Ditambah lagi ada putusan Mahkamah Konstitusi (MK) Nomor 30/PUU-XVI/2018 mengenai larangan pengurus partai politik menjadi anggota DPD RI.
OSO mengajukan gugatan ke Bawaslu RI, Mahkamah Agung, dan Pengadilan Tata Usaha Negara (PTUN).
Namun, langkah itu tidak diikuti pengurus partai politik lainnya yang ingin mencalonkan diri sebagai anggota DPD RI.
"Ada putusan MK menimbulkan syarat baru supaya mundur dari kepengurusan parpol. Dengan itu maka di atas 200 orang bisa memenuhi itu," ujarnya di acara diskusi Sikap KPU dan Potensi Gangguan Pemilu Paska Benturan Putusan MK dan MA serta PTUN dalam Pencalonan Anggota DPD, di Jakarta Pusat, Minggu (18/11/2018).
"Calon lain bisa ada yang mundur ada yang memenuhi syarat tambahan bukan pengurus parpol," tambahnya.
Setelah putusan MK dikeluarkan pada 23 Juli 2018, maka putusan lembaga itu secara seketika berlaku.
Sehingga, menurut Bivitri, tidak ada alasan menunda berlakunya putusan tersebut.
Apalagi, kata dia, KPU RI, selaku lembaga penyelenggara pemilu sudah mengirimkan surat pemberitahuan adanya putusan itu kepada KPU di tingkat provinsi.
Sebagai konsekuensi, pengurus parpol yang ingin mencalonkan diri sebagai anggota DPD RI harus membuat surat pengunduran diri dari parpol tersebut.
"Jangan lupa tahap pemilu baru berhenti tahap pendaftaran ketika DCT diumumkan.

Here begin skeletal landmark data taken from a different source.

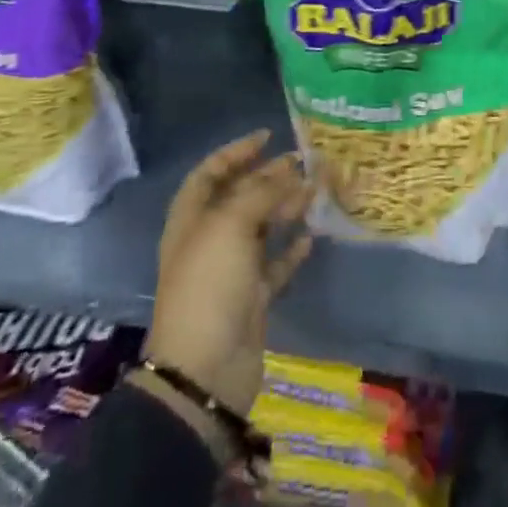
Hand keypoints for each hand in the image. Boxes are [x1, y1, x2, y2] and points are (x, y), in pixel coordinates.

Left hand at [145, 130, 313, 414]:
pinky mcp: (252, 299)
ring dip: (286, 208)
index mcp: (191, 220)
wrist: (205, 370)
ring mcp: (230, 272)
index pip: (210, 174)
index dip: (236, 152)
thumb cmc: (210, 285)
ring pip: (261, 229)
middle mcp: (209, 241)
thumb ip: (264, 193)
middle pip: (240, 198)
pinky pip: (274, 265)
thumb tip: (294, 171)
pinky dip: (291, 250)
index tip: (267, 136)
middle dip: (269, 177)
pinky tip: (311, 237)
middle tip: (304, 163)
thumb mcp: (231, 226)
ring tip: (316, 192)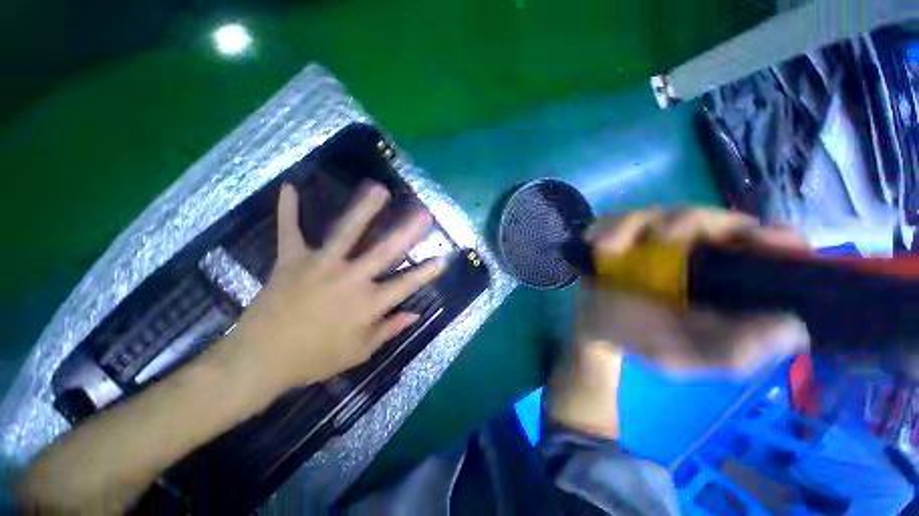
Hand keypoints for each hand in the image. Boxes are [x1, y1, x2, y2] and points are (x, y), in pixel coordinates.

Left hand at [213, 182, 442, 395]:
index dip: (427, 272)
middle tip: (423, 214)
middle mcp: (349, 279)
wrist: (260, 361)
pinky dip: (288, 211)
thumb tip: (415, 314)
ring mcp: (320, 266)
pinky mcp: (291, 261)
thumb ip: (389, 330)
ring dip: (363, 209)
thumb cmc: (315, 359)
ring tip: (377, 188)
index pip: (406, 284)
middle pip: (384, 251)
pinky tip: (290, 187)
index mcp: (367, 304)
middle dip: (407, 231)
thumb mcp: (359, 352)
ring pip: (346, 233)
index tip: (443, 258)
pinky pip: (290, 232)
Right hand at [577, 208, 811, 373]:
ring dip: (633, 226)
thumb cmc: (643, 340)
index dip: (774, 240)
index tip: (763, 242)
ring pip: (660, 213)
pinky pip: (616, 219)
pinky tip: (595, 244)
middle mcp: (697, 253)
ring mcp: (655, 241)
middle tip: (662, 238)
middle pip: (711, 218)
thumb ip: (734, 351)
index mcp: (725, 280)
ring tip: (609, 249)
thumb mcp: (689, 355)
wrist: (596, 329)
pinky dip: (605, 228)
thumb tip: (794, 328)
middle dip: (689, 222)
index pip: (766, 248)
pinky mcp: (622, 236)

Putusan MK keluar waktu DCS dan jeda mulai putusan MK keluar sampai DCT lama berminggu-minggu dan ini KPU mengirim surat ke semua calon DCS. Soal retro aktif tidak, karena DCT belum diumumkan," kata dia.

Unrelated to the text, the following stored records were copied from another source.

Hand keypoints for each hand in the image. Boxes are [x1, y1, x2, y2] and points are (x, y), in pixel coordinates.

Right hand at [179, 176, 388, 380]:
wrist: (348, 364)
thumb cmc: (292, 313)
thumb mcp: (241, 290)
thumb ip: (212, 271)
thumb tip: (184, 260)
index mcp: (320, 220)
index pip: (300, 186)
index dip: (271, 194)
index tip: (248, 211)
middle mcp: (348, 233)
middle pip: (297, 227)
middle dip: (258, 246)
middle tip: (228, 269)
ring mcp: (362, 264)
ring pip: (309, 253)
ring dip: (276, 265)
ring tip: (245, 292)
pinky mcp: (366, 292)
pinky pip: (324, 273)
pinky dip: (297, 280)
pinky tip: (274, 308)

Sehingga, dia menambahkan, keputusan KPU RI untuk tidak memasukkan OSO di DCT untuk anggota DPD RI di Pemilu 2019 sudah tepat.

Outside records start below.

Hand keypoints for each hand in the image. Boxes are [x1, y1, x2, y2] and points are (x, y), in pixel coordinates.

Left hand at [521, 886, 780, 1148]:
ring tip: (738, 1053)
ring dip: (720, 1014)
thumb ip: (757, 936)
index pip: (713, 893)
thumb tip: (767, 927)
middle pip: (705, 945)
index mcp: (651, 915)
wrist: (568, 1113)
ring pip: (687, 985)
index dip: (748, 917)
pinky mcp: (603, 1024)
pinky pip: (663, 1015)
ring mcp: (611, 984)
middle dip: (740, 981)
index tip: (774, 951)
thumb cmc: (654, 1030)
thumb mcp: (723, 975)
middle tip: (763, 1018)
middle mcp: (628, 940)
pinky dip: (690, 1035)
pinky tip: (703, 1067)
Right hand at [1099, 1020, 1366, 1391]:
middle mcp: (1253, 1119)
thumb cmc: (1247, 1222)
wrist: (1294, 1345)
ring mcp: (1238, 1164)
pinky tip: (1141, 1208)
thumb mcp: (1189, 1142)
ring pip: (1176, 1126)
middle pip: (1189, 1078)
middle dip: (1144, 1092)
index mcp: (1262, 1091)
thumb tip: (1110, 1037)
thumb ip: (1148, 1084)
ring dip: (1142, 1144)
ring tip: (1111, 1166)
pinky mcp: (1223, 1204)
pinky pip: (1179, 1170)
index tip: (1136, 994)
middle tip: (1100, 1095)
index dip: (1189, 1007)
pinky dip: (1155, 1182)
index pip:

"Dari pendaftaran ke kampanye, pendaftaran tutup di DCT. Dari tafsiran itu bisa dilihat bahwa selesai tahap itu DCT bukan DCS. KPU mencoret sudah dalam konteks UU Pemilu," katanya.
KPU Diminta Ikuti Putusan MK
Direktur Pusat Studi Konstitusi (Pusako) Fakultas Hukum Universitas Andalas, Feri Amsari, menilai KPU RI sedang menghadapi problem karena dihadapkan pada putusan berbeda antara Mahkamah Konstitusi (MK) dan Mahkamah Agung (MA).
MK dan MA mengeluarkan putusan berbeda mengenai seorang pengurus partai politik mencalonkan diri sebagai anggota DPD RI untuk Pemilu 2019.
Putusan MK Nomor 30/PUU-XVI/2018 mengenai larangan pengurus partai politik menjadi anggota Dewan Perwakilan Daerah (DPD) sudah mulai berlaku sejak dibacakan di sidang pembacaan putusan pada 23 Juli 2018.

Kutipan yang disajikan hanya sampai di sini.